Some serious reading has arrived in la casa, because people send us books. 



Just today we received Libros Y Grabaos De Artistas Cubanas: 1985-2008, the catalog for the exhibit held in a different world, held at the Museum of Modern Art, and funded by the Grolier Club of Manhattan. It's a beautiful volume, splendidly fabricated, with equally beautiful content.




Illuminating antiquity, somebody I don't even know -- though I do know his name, I've never met the person -- sent me a copy of the massive, annotated, mapped, appendiced and encyclopedic indexed The Landmark Herodotus: The Histories (2007), edited by Robert B. Strassler.  It's so big it's too heavy to hold. It has to rest on a lap desk or some other support. A reference resource. I have read Herodotus's Histories -- or at least read widely in them. The Polish journalist, Ryszard Kapuściński has read them all, many times.  He annotates Herodotus with his own book, Travels with Herodotus (2004) which focuses on a lifetime of reading Herodotus on the road, studying and reporting. He never traveled without the Histories. Even if one isn't familiar with or care about Herodotus, as with all of Kapuściński's writing it well worth reading, because so goo.

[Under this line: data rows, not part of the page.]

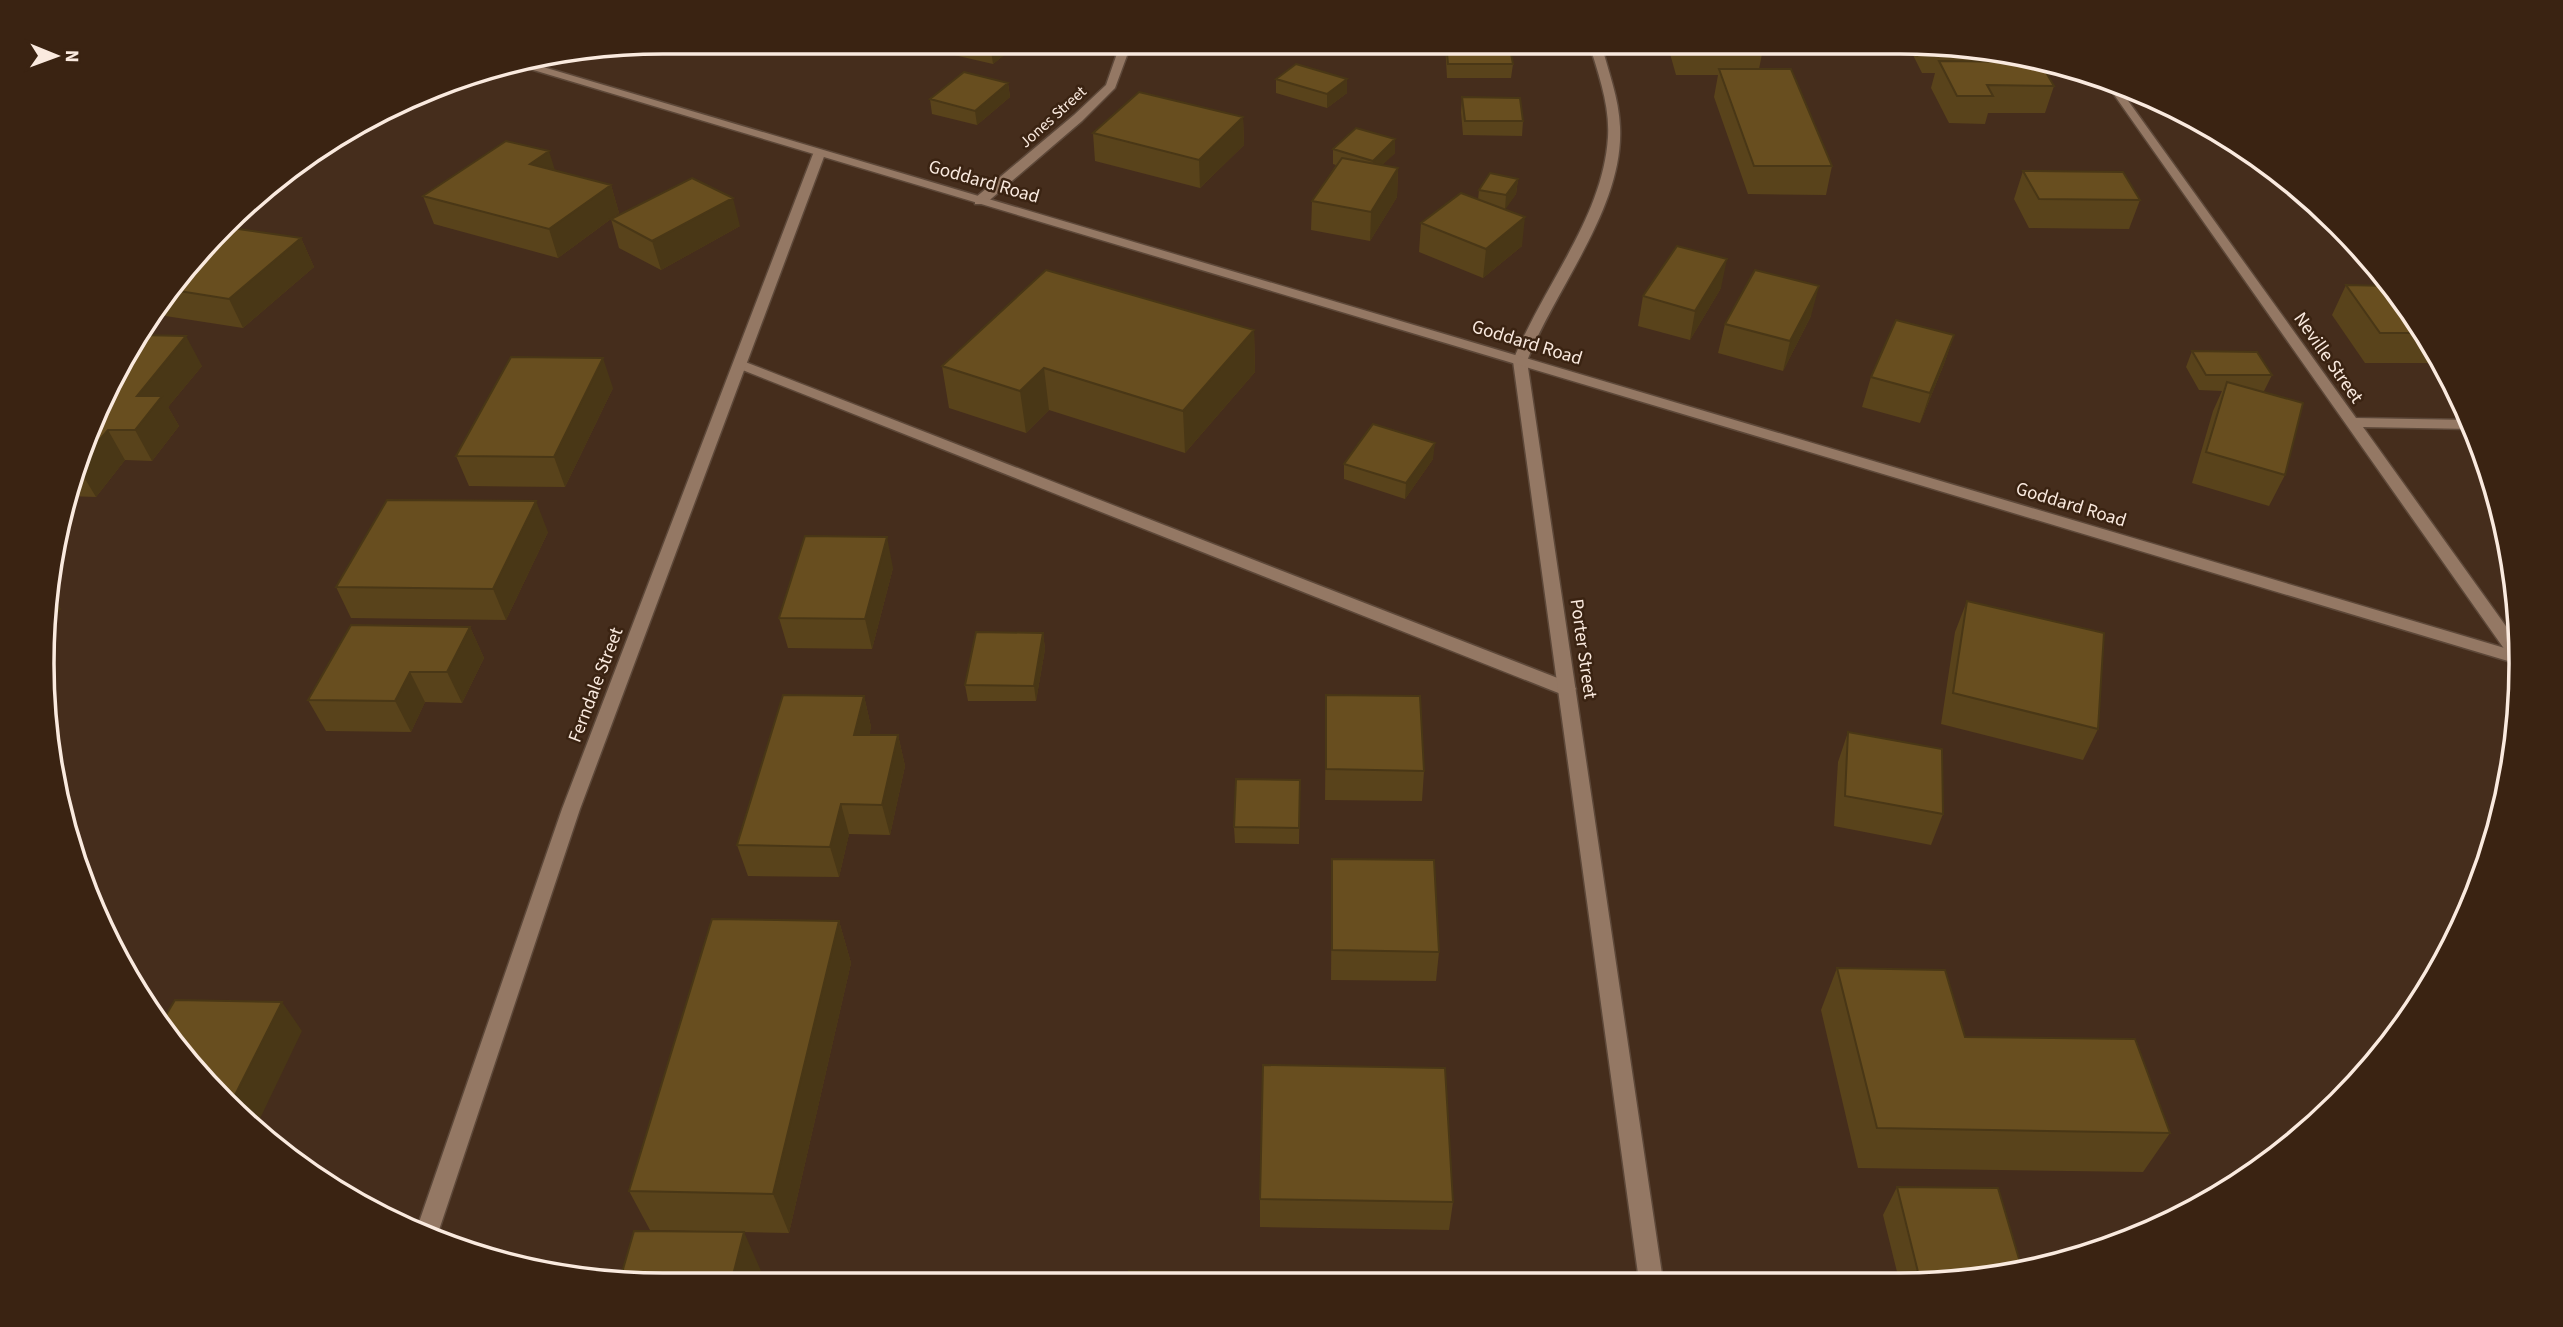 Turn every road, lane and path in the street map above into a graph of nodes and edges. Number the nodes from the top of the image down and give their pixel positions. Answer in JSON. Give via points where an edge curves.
{"nodes":[{"id":1,"x":1123,"y":54,"type":"edge"},
{"id":2,"x":1598,"y":54,"type":"edge"},
{"id":3,"x":536,"y":68,"type":"edge"},
{"id":4,"x":2118,"y":96,"type":"edge"},
{"id":5,"x":819,"y":154,"type":"junction"},
{"id":6,"x":980,"y":201,"type":"junction"},
{"id":7,"x":1520,"y":361,"type":"junction"},
{"id":8,"x":740,"y":364,"type":"junction"},
{"id":9,"x":2350,"y":422,"type":"junction"},
{"id":10,"x":2460,"y":425,"type":"edge"},
{"id":11,"x":2508,"y":643,"type":"edge"},
{"id":12,"x":2509,"y":654,"type":"edge"},
{"id":13,"x":1567,"y":688,"type":"junction"},
{"id":14,"x":429,"y":1226,"type":"edge"},
{"id":15,"x":1650,"y":1273,"type":"edge"}],
"edges":[{"from":1,"to":6,"type":"street","name":"Jones Street","via":[[1111,86]]},
{"from":2,"to":7,"type":"street","name":"Porter Street","via":[[1614,134],[1604,191],[1528,334]]},
{"from":3,"to":5,"type":"street","name":"Goddard Road"},
{"from":4,"to":9,"type":"street","name":"Neville Street"},
{"from":5,"to":6,"type":"street","name":"Goddard Road"},
{"from":5,"to":8,"type":"street","name":"Ferndale Street"},
{"from":6,"to":7,"type":"street","name":"Goddard Road"},
{"from":7,"to":12,"type":"street","name":"Goddard Road"},
{"from":7,"to":13,"type":"street","name":"Porter Street"},
{"from":8,"to":13,"type":"street"},
{"from":8,"to":14,"type":"street","name":"Ferndale Street","via":[[571,809]]},
{"from":9,"to":10,"type":"street"},
{"from":9,"to":11,"type":"street","name":"Neville Street"},
{"from":13,"to":15,"type":"street","name":"Porter Street"}]} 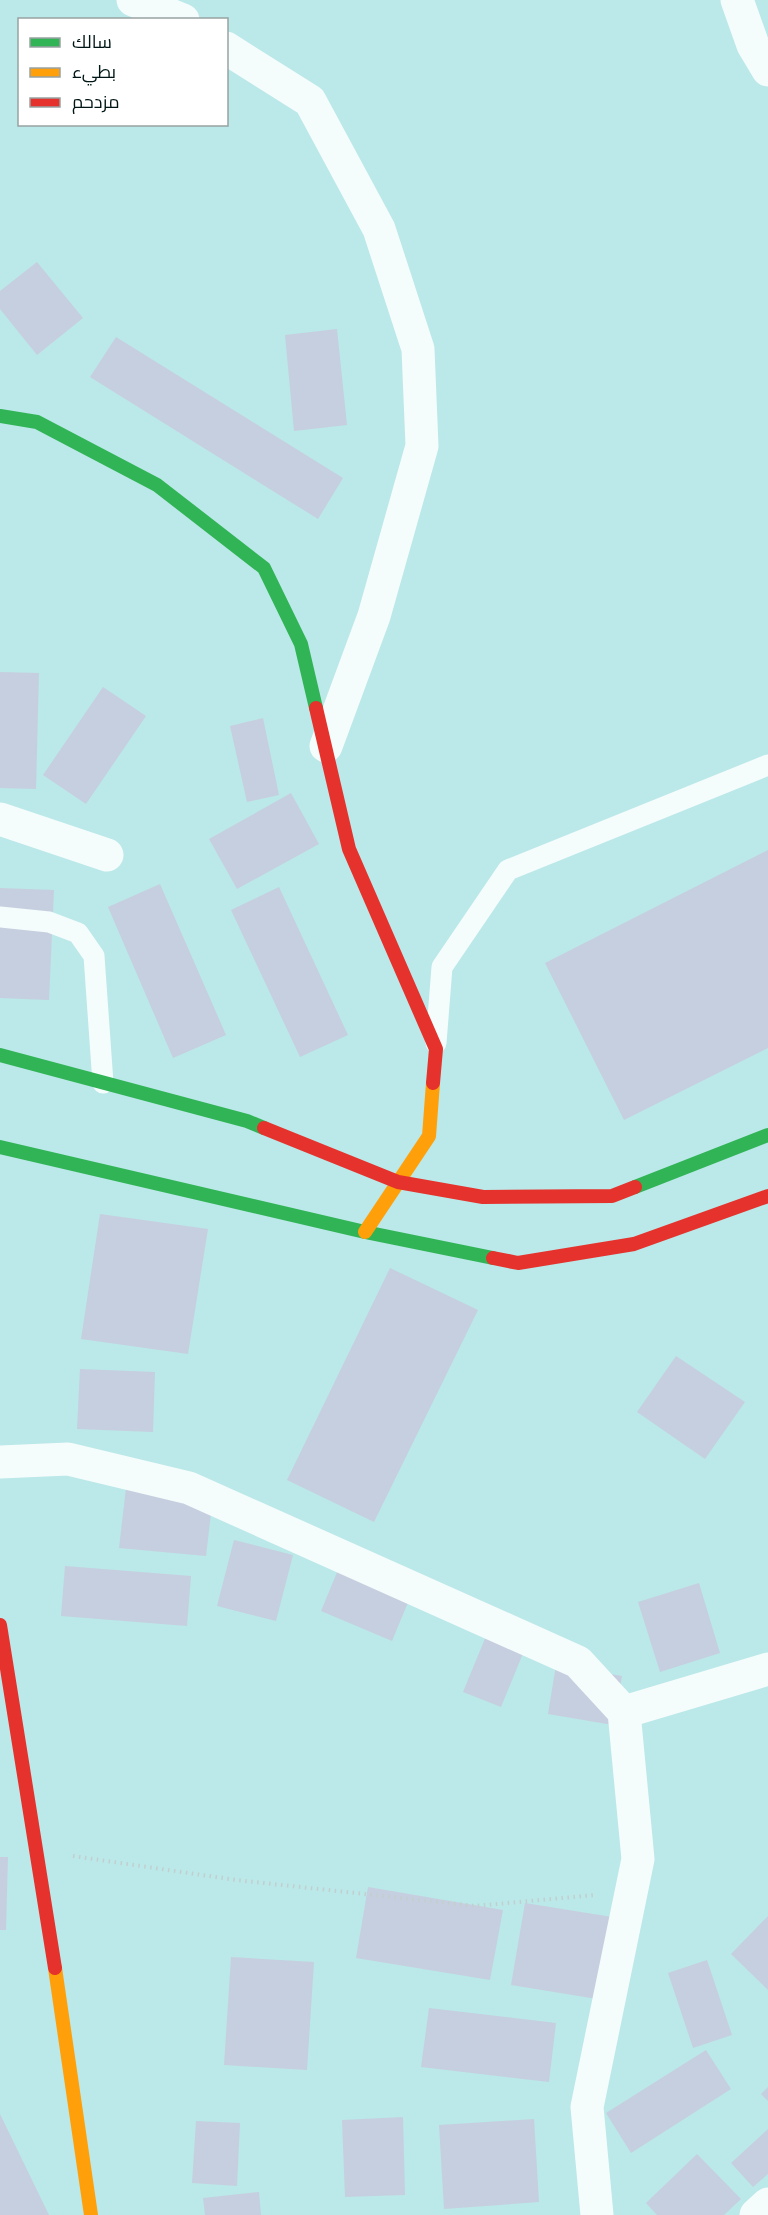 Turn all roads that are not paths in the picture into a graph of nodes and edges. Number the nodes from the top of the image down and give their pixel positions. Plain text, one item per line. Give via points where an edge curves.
1 (133, 0) edge
2 (746, 7) edge
3 (178, 18) edge
4 (228, 49) edge
5 (768, 70) edge
6 (0, 416) edge
7 (326, 746) junction
8 (768, 765) edge
9 (0, 819) edge
10 (108, 855) dead end
11 (0, 917) edge
12 (436, 1049) junction
13 (0, 1055) edge
14 (104, 1083) junction
15 (768, 1135) edge
16 (0, 1147) edge
17 (398, 1182) junction
18 (768, 1196) edge
19 (365, 1232) junction
20 (0, 1462) edge
21 (0, 1625) edge
22 (768, 1669) edge
23 (624, 1712) junction
24 (768, 2204) edge
25 (91, 2215) edge
26 (597, 2215) edge
27 (756, 2215) edge

1 - 3 street
2 - 5 street via 753,45
4 - 7 street via 310,101 379,229 418,349 422,446 374,616
6 - 7 street via 37,422 157,485 264,568 301,644
7 - 12 street via 349,849
8 - 12 lane via 508,870 442,967
9 - 10 street
11 - 14 lane via 49,922 78,933 94,956
12 - 17 street via 429,1136
13 - 14 street
14 - 17 street via 247,1121
15 - 17 street via 612,1196 483,1197
16 - 19 street
17 - 19 street
18 - 19 street via 634,1244 518,1263
20 - 23 street via 68,1459 189,1488 578,1662
21 - 25 street via 38,1851
22 - 23 street
23 - 26 street via 638,1859 587,2107
24 - 27 street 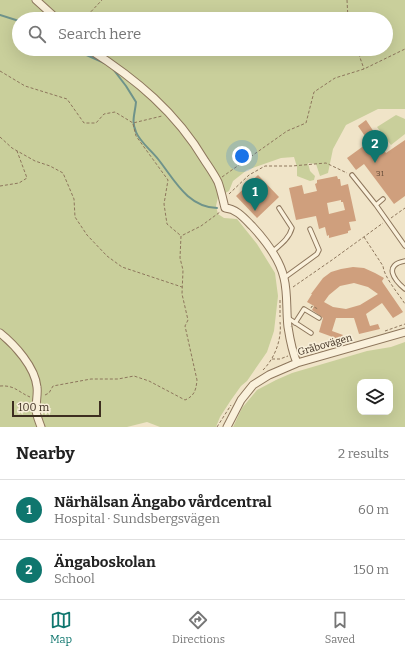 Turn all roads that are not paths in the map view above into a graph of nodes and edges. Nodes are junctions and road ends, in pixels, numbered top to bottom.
1 (36, 0) edge
2 (49, 12) edge
3 (100, 56) edge
4 (352, 175) road end
5 (382, 199) dead end
6 (376, 205) junction
7 (279, 208) dead end
8 (310, 229) dead end
9 (405, 246) edge
10 (272, 252) junction
11 (405, 261) edge
12 (284, 278) junction
13 (405, 289) edge
14 (288, 318) junction
15 (319, 318) dead end
16 (295, 323) junction
17 (405, 332) edge
18 (0, 333) edge
19 (311, 333) dead end
20 (297, 363) junction
21 (40, 427) edge
22 (227, 427) edge

1 - 2 street
3 - 10 street
4 - 6 lane
5 - 6 lane
6 - 9 lane
7 - 10 lane
8 - 12 lane
10 - 12 street
11 - 13 lane
12 - 14 street
14 - 16 lane
14 - 20 street
15 - 16 lane
16 - 19 lane
17 - 20 street, Gråbovägen
18 - 21 street
20 - 22 street, Gråbovägen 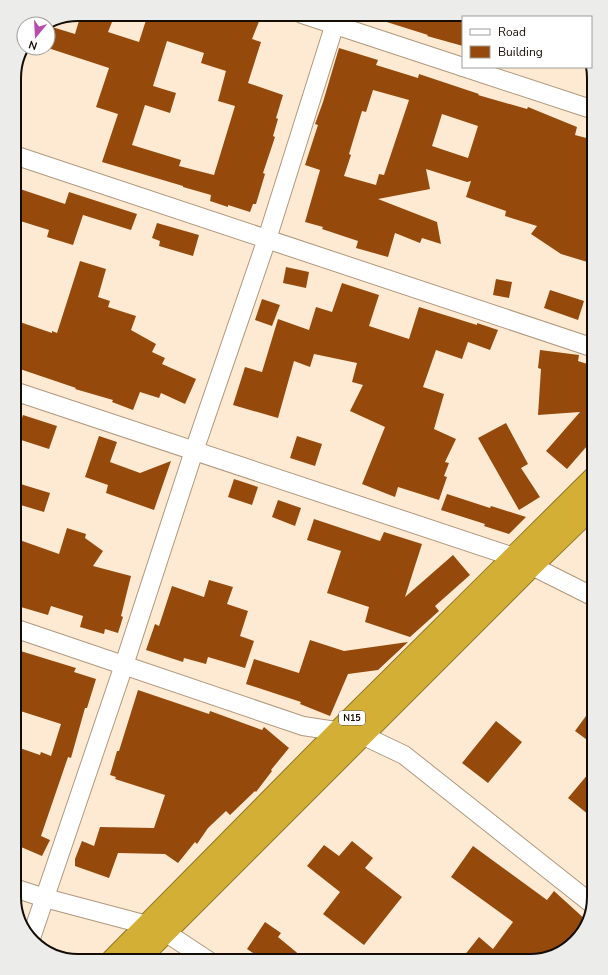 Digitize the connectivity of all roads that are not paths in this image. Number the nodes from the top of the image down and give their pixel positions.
1 (335, 21) edge
2 (341, 21) edge
3 (462, 67) edge
4 (466, 68) edge
5 (587, 108) edge
6 (21, 157) edge
7 (267, 238) junction
8 (587, 346) edge
9 (21, 393) edge
10 (194, 451) junction
11 (587, 486) edge
12 (587, 511) edge
13 (523, 561) junction
14 (587, 593) edge
15 (21, 630) edge
16 (124, 664) junction
17 (338, 732) junction
18 (362, 735) junction
19 (21, 890) edge
20 (45, 898) junction
21 (587, 900) edge
22 (156, 928) junction
23 (33, 932) edge
24 (121, 954) edge
25 (140, 954) edge
26 (198, 954) edge

1 - 7 street
2 - 3 street
4 - 5 street
6 - 7 street
7 - 8 street
7 - 10 street
9 - 10 street
10 - 13 street
10 - 16 street
11 - 13 highway, N15
12 - 13 highway, N15
13 - 14 street
13 - 17 highway, N15
13 - 18 highway, N15
15 - 16 street
16 - 17 street
16 - 20 street
17 - 18 street
17 - 22 highway, N15
18 - 21 street
18 - 22 highway, N15
19 - 20 street
20 - 22 street
20 - 23 street
22 - 24 highway, N15
22 - 25 highway, N15
22 - 26 street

Now for the busy, busy 19th Century.




The title is unfortunate because it make the book sound like a Victorian sensationalist 'true crime' tale, when The Irish Assassins: Conspiracy, Revenge, and the Phoenix Park Murders That Stunned Victorian England (2021) by Julie Kavangh, is a serious work of history. In Serbia it was the Black Hand, the open-secret society that funded and planned the assassination of Duke Ferdinand and his wife in 1914.  Here in 1882, it's the Irish American funded, Invincibles, the militant arm of the Irish Independence Movement. At the moment when talks between the Movement and the British government were making headway, the day after Gladstone's emissary, Lord Frederick Cavendish arrives, he and the Irish undersecretary, Thomas Burke, are assassinated by the Invincible in Dublin's Phoenix Park.




The Chinese Question: The Gold Rushes and Global Politic (2021) by Mae Ngai, traces the anti-Chinese racism in the gold fields around the world 1848-1899. It was remarkably the same in South Africa and Australia as it was in California.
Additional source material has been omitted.